CWM seeks to propose alternative theologies that is rooted in the communities. It argues that the margins have voices, thus rejects the ethology of the voice of the voiceless. As such ‘Doing mission from the margins’ would aim to radically engage communities within their context as they recover their voices stolen and suppressed by Babylon. Through establishing networks, strengthening capacities and creating alliances of the afflicted, this programmatic area will not only serve to dismantle ‘the mission model bequeathed to the contemporary church’, will work intentionally towards founding ‘alternative communities that bear witness to economic rule, justice-centered value systems, people-inspired political directions, permission-giving ethos for life in communities, and generosity of spirit in relationships’.
Creating life-flourishing societies requires the commitment to denounce all systems and practices that stigmatize, criminalize, exclude, and dehumanize people because of their ethnicity, race, caste, gender, sexual orientation, health, and class.
“Breaking out from Babylon” is the public witness of decolonizing our minds, worldviews, and socio-economic-ecological and gender relations. Such a public witness privileges the everyday experiences, knowledges, and liberatory projects of those who experience “the impossibility of life” through systemic sins of accumulation, discrimination, and exclusion. Midwifing life-flourishing societies is, therefore, the mission mandate of the Church. This is a mission that identifies, exposes, contests, and annihilates all manifestations of Babylon in our times by practicing deep solidarity with the life-flourishing movements at the margins.
Creating life-flourishing societies requires the commitment to denounce all systems and practices that stigmatize, criminalize, exclude, and dehumanize people. It also entails the creative endeavours to reimagine alternative societies and communities that celebrate differences and diversities while practicing deep solidarity to save the world from the viruses of supremacy, hegemony, and exclusion.
1. Beyond Mission: Church as Discipleship Community of Public Witness at the Margins
The call to breaking out from Babylon is also a call to breaking out from “mission”—a theological concept and practice with imperial motifs and implications that is detrimental to our vocation to create life-flourishing societies.
2. I Can’t Breathe: Breaking out from White Supremacy and Racism
The Black Lives Matter movement is a theological text that can inform us in creating life-flourishing societies.
3. Creating Life-flourishing Societies for Survivors of Sexual Harm
Sexual abuse and violence is on the rise and our scripture, theology, and church traditions legitimize if not sanction its perpetuation.
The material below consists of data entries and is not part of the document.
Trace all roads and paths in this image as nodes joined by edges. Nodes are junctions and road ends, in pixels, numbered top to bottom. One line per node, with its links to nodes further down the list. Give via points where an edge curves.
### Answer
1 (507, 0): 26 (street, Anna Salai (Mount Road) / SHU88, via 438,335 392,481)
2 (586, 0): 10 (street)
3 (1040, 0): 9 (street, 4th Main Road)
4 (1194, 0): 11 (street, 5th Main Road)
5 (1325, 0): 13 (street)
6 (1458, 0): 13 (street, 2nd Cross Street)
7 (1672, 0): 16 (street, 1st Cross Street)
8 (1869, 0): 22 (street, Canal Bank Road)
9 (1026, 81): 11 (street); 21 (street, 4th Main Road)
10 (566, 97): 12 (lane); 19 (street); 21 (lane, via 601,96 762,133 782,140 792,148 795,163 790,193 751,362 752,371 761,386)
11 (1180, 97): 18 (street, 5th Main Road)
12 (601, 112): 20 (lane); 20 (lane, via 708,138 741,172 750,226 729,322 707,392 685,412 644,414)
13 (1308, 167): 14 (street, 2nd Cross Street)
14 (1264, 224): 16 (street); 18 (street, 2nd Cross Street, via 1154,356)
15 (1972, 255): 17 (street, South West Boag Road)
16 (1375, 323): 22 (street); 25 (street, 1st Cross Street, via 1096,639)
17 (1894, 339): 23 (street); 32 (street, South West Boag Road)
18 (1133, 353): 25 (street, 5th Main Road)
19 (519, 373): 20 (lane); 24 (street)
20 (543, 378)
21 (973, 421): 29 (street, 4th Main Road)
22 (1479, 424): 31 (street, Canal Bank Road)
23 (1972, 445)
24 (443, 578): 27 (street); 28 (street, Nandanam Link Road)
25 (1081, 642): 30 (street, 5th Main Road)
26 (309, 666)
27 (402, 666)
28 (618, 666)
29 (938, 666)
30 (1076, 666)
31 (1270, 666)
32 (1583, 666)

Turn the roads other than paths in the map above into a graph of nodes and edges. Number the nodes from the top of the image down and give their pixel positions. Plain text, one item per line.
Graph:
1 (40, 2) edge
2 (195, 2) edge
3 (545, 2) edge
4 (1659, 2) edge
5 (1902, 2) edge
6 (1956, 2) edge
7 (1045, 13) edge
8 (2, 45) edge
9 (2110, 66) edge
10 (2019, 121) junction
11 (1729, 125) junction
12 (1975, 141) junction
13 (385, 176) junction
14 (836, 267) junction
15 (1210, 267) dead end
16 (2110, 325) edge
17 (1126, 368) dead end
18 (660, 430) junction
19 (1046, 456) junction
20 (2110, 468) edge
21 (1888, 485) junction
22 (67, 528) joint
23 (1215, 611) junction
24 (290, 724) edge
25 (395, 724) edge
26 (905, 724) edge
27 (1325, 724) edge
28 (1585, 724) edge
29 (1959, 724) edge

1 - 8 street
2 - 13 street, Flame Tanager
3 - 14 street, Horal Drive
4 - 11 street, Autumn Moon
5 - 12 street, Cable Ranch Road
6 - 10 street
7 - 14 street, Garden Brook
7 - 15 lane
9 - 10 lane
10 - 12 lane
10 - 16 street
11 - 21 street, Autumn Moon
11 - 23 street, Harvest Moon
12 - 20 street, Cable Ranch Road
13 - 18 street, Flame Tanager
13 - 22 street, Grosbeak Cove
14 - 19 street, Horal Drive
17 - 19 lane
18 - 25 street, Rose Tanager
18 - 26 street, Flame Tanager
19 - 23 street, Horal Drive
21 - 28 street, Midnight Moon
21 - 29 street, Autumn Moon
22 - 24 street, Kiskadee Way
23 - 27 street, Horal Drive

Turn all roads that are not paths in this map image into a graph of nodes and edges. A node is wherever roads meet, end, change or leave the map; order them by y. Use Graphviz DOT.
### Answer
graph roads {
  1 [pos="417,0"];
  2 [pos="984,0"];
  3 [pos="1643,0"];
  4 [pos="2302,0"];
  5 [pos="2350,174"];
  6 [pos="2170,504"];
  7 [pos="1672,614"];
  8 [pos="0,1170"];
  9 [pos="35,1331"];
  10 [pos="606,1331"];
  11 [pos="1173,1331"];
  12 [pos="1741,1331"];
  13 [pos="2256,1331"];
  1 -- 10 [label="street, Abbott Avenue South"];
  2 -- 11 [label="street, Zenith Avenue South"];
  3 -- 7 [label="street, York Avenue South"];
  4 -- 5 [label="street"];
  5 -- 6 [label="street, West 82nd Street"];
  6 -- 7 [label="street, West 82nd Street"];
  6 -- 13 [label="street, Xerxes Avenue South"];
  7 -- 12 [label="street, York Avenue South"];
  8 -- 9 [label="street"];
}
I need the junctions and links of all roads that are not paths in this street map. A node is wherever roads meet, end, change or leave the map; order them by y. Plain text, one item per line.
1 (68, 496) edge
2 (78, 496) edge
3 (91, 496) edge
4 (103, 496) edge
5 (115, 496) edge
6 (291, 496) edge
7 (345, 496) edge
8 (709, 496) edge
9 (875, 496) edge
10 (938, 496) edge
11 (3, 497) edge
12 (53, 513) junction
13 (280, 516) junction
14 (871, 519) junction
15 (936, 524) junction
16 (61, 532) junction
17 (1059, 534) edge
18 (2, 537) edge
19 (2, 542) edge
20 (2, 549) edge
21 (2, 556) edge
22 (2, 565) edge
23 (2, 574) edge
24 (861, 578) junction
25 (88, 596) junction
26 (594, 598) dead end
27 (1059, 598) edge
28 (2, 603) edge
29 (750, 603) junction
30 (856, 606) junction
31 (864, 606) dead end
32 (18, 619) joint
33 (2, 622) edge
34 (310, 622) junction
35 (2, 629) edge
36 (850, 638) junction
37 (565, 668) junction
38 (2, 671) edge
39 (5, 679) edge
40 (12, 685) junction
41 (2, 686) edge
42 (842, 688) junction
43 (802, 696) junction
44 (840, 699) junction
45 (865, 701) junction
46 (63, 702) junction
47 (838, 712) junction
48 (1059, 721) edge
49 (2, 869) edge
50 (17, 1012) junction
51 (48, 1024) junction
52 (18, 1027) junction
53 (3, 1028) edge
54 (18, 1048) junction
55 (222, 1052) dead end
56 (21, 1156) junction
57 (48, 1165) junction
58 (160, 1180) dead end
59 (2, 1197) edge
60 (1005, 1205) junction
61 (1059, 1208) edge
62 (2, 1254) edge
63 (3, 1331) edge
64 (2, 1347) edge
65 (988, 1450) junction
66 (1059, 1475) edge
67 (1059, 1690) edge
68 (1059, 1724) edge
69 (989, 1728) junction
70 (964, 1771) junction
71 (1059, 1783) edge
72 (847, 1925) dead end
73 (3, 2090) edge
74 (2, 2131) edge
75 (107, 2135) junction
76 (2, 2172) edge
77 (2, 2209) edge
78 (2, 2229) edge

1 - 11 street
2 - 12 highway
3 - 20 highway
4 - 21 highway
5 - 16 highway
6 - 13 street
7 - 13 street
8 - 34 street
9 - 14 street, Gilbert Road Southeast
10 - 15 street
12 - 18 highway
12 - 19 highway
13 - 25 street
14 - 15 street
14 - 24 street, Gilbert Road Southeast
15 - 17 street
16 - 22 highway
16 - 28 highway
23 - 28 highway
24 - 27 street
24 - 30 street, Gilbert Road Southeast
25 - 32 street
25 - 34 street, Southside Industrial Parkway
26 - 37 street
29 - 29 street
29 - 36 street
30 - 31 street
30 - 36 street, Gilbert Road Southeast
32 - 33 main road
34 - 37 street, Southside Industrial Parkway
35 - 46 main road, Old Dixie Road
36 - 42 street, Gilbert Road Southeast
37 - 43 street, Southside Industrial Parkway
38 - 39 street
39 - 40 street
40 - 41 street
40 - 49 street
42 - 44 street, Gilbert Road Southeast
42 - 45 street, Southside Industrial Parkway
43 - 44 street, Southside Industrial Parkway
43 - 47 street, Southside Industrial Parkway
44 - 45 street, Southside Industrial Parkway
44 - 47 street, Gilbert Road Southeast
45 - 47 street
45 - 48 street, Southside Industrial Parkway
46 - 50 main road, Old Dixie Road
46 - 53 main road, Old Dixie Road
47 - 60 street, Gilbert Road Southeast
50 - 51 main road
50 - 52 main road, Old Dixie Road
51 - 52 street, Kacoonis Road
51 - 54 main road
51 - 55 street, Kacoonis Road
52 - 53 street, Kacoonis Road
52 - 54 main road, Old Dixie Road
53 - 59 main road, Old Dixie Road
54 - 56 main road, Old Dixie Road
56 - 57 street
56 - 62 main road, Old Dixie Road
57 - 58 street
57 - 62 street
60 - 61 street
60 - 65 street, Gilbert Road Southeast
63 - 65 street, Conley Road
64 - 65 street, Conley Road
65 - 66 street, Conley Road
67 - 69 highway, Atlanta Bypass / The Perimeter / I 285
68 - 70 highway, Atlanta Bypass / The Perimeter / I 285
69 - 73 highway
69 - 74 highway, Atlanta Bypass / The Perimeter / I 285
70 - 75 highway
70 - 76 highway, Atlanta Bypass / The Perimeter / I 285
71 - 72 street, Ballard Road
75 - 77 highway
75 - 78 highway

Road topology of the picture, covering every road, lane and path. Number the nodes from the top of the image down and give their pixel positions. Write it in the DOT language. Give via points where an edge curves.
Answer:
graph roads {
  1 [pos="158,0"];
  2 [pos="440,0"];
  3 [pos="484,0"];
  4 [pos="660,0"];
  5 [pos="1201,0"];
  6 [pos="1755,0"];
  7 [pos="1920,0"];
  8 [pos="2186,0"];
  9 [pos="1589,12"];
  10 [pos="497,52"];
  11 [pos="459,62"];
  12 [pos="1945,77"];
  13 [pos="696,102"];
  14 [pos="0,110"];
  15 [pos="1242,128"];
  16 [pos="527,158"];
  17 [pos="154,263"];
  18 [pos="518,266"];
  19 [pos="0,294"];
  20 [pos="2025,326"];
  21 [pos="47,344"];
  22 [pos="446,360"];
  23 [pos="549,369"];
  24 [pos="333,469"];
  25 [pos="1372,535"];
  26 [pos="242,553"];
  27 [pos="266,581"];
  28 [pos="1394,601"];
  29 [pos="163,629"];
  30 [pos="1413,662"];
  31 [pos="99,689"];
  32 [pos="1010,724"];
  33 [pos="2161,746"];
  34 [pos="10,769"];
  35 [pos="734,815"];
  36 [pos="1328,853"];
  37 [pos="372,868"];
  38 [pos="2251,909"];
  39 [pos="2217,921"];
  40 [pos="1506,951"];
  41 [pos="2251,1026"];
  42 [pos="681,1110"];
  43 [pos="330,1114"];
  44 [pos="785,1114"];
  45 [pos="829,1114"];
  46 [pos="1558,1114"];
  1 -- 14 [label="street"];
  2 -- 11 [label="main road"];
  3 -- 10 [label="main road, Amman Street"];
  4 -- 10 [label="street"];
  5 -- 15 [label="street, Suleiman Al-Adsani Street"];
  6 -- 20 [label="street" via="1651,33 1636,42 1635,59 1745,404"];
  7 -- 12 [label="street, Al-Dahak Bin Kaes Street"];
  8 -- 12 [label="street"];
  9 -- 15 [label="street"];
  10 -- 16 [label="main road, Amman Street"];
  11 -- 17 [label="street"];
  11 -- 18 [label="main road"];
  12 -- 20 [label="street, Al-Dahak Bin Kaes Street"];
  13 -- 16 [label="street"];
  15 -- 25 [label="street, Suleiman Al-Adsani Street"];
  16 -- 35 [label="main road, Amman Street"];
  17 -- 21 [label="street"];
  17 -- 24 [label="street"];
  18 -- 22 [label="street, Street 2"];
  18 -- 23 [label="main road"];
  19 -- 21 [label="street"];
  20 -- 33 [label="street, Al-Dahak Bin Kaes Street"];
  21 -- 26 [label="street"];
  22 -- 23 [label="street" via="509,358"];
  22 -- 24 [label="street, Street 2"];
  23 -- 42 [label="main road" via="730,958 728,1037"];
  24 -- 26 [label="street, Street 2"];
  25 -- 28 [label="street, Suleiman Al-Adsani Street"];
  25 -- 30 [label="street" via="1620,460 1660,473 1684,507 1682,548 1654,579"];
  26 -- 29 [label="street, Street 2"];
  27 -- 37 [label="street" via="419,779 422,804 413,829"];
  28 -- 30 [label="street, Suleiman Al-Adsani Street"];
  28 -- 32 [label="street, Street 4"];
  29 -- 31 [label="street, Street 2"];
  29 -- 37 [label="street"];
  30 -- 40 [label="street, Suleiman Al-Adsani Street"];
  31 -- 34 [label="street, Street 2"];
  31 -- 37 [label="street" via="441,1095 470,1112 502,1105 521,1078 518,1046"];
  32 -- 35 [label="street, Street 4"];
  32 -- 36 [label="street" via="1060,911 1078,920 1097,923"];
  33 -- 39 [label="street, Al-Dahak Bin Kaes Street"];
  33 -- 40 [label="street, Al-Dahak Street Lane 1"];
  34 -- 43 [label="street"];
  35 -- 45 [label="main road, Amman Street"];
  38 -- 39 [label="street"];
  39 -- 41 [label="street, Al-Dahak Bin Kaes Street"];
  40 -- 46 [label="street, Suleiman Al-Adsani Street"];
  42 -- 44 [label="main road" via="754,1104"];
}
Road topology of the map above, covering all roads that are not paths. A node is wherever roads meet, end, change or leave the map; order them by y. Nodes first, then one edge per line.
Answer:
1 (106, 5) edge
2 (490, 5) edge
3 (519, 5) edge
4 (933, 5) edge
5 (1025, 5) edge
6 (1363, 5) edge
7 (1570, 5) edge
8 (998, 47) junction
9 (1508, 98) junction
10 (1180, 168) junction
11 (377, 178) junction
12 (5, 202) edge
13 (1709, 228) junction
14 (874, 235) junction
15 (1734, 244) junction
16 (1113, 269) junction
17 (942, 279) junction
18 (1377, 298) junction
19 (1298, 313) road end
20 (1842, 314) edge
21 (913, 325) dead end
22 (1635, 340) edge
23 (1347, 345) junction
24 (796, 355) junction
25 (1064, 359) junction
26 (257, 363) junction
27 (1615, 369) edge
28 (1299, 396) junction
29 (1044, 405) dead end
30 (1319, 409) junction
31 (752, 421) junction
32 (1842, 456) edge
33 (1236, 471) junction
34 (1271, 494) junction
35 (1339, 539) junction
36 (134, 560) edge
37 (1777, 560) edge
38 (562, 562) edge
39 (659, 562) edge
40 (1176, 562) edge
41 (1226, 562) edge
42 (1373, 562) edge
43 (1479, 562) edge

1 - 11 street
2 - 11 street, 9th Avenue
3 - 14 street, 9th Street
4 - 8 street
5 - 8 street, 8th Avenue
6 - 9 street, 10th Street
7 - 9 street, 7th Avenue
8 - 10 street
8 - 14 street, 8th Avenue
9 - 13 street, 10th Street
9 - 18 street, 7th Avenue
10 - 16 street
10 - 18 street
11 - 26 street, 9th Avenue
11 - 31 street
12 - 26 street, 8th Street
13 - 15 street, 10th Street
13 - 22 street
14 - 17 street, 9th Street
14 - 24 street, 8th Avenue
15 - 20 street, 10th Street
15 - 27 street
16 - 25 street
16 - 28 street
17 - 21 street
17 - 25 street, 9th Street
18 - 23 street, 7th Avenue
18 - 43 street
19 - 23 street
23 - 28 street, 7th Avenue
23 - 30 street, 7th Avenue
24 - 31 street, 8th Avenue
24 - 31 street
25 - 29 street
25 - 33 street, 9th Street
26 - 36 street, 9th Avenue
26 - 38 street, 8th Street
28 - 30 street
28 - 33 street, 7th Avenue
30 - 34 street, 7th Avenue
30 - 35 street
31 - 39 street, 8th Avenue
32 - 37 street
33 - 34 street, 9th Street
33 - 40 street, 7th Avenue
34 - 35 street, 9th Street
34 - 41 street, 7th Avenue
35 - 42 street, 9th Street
While we continue to transform our society into a safe sanctuary for all, it is important for us to accompany the survivors of sexual harm.
4. Cast out Caste: Breaking out from Casteism
Casteism is a theologically legitimized hegemonic social system that aggravates the vulnerability of Dalits and obstructs their journey towards the flourishing of life. Annihilation of casteism, therefore, is an essential requirement in creating a life-flourishing society.
5. “Coming Out of Mission”: Reimagining Life-flourishing Societies
There are distinct implications of “breaking out from Babylon” for the queer communities. It requires the courage to queering mission.
6. Decolonizing Mission: Reimagining Life-flourishing Societies with the Indigenous Communities
Mission has played a crucial role in the conquest and colonization of the Indigenous communities and their commons. Stolen native lands and landless Indigenous communities are the legacies of colonialism, settler colonialism, racism, and neo-liberal capitalism. Reimagining life-flourishing societies for the Indigenous communities begins with the decolonizing of mission.
7. Disabling Mission: Reimagining Life-flourishing Societies with the Disabled People
Disabled people have always been the victims of colonial mission paradigms and projects that consider them objects of missional engagement and messianic acts of benevolence.
8. Mission on the Move: Reimagining Life-flourishing Societies with the Migrants and Refugees
Migrants, refugees, asylum seekers, and stateless people are new ethnicities that emerged in the context of climate injustice, religious persecution, violent conflicts over resources and state terrorism. Our vision and projects of life-flourishing communities should learn from the everyday experiences of the migrants and refugees.